(Stored data entries)
+ + + + +

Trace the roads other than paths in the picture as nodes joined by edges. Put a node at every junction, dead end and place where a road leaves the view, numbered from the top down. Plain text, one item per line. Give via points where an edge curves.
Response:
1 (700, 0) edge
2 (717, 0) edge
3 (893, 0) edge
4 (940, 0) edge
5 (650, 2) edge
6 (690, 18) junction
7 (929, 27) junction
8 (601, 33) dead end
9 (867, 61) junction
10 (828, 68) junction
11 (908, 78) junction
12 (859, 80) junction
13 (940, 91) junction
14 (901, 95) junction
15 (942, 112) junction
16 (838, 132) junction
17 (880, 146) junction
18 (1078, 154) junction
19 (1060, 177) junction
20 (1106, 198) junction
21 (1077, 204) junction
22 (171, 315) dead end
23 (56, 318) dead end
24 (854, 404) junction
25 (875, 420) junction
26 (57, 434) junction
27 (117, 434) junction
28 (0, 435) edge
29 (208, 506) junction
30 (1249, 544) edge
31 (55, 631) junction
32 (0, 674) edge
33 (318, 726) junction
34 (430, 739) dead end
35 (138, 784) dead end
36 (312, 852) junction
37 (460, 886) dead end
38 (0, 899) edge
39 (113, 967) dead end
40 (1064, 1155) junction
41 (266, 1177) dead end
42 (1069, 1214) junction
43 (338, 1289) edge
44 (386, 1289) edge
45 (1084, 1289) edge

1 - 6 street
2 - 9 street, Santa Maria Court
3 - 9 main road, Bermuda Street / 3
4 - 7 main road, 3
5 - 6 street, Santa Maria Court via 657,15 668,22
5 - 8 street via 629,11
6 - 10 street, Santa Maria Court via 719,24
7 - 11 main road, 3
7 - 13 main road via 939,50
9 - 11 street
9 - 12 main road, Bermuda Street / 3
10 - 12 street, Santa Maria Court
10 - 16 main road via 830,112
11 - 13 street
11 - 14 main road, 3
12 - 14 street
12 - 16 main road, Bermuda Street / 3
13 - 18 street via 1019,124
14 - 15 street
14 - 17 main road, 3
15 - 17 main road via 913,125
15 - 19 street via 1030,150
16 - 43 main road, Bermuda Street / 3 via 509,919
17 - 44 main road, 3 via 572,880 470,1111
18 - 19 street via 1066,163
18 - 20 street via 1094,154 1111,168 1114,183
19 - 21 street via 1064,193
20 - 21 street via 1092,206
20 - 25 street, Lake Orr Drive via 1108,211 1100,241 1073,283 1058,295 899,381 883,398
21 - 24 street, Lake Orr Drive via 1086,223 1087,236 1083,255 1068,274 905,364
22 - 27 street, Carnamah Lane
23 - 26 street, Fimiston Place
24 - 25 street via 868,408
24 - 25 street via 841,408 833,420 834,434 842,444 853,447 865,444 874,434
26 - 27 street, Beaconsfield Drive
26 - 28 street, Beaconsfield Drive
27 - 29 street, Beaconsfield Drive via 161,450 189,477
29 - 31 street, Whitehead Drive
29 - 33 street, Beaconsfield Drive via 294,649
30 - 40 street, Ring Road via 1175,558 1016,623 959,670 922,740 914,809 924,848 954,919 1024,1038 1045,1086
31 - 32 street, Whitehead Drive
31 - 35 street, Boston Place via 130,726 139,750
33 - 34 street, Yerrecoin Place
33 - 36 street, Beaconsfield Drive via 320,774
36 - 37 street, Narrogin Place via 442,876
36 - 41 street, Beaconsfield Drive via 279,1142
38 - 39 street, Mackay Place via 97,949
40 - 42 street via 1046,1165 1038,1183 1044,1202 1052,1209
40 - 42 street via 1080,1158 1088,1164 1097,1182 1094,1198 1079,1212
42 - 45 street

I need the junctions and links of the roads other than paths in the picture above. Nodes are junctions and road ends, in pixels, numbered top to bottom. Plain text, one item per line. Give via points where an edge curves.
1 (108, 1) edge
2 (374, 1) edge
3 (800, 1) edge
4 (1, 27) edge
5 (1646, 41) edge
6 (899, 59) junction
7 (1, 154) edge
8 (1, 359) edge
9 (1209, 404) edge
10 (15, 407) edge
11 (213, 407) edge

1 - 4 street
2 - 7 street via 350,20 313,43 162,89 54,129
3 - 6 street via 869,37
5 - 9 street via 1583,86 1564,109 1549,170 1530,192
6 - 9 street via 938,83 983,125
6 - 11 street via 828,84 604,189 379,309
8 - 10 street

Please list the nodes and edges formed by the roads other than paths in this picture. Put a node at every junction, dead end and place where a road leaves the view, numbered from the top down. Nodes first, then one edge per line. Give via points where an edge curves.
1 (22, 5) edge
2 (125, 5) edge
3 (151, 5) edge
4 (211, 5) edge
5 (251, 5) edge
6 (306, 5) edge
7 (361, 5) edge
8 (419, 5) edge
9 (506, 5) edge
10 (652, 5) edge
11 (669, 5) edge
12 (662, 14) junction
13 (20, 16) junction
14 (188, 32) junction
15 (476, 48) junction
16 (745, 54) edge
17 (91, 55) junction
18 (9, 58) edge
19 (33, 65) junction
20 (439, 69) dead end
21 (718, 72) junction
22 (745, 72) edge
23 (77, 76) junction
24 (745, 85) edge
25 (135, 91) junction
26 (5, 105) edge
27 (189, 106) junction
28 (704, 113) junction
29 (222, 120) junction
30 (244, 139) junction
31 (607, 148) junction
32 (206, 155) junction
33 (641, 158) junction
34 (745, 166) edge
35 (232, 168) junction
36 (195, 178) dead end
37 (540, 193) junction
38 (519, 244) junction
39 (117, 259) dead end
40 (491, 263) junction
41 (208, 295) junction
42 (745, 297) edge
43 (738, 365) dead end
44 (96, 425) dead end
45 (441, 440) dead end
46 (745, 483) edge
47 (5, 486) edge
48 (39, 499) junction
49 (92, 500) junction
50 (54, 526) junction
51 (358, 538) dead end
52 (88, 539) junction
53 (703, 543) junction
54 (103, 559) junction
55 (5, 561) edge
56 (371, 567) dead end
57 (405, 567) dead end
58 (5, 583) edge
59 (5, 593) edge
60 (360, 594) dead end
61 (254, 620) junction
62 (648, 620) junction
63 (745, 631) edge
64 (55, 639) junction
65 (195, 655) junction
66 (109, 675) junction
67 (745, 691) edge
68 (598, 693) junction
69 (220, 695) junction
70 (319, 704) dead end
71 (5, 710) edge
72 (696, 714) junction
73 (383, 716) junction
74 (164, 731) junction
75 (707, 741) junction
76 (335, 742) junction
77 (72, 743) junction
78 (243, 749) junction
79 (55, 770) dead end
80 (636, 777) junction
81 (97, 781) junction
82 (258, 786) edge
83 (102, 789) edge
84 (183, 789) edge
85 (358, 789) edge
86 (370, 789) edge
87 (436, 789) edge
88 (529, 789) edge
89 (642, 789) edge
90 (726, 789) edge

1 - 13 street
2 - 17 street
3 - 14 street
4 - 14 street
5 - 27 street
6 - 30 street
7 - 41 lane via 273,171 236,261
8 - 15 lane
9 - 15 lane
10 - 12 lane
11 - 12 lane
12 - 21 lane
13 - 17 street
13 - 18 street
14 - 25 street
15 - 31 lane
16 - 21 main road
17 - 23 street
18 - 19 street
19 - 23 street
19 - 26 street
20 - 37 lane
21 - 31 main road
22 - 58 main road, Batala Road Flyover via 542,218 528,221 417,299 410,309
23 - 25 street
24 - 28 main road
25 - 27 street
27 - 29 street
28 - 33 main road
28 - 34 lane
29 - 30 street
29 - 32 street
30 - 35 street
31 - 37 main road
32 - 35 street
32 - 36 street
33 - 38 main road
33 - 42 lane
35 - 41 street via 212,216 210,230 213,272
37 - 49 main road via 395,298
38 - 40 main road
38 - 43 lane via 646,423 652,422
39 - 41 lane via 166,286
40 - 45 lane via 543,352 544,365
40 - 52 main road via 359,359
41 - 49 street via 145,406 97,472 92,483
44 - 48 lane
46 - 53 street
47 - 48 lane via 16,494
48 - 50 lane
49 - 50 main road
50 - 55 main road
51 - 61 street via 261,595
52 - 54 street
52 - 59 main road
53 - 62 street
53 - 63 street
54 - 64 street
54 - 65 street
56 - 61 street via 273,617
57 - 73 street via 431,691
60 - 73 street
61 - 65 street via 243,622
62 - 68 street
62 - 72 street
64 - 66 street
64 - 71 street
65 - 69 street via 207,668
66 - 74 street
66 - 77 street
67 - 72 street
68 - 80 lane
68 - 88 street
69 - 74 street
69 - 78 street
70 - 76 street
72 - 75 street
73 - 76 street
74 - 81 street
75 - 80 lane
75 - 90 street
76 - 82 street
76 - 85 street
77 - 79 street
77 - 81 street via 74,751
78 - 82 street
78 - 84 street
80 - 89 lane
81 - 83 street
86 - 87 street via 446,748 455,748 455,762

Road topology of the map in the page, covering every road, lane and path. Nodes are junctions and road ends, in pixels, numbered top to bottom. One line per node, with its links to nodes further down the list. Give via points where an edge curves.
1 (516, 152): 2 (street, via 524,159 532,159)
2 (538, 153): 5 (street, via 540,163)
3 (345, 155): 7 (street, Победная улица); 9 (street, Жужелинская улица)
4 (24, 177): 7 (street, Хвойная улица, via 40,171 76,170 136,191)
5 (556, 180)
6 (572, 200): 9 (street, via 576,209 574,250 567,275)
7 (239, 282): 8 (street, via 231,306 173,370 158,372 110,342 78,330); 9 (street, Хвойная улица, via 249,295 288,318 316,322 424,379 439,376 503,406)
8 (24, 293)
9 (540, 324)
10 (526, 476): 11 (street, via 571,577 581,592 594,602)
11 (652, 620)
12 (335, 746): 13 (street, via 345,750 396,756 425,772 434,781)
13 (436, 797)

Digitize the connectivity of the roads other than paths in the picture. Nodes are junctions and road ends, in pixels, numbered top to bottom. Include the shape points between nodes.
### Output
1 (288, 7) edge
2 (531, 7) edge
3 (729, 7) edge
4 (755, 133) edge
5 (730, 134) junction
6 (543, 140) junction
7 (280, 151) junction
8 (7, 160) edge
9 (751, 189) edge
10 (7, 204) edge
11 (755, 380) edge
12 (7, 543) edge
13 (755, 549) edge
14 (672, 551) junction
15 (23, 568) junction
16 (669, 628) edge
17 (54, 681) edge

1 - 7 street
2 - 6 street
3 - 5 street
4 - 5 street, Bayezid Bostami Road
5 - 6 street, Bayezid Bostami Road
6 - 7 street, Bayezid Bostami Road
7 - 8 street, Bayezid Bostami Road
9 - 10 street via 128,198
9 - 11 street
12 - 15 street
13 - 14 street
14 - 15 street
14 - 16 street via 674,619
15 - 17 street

+ + + + +

→ **Your task**
Above are some records. Copy each of their lines that holds the string "Whitehead".

→ **Answer**
29 - 31 street, Whitehead Drive
31 - 32 street, Whitehead Drive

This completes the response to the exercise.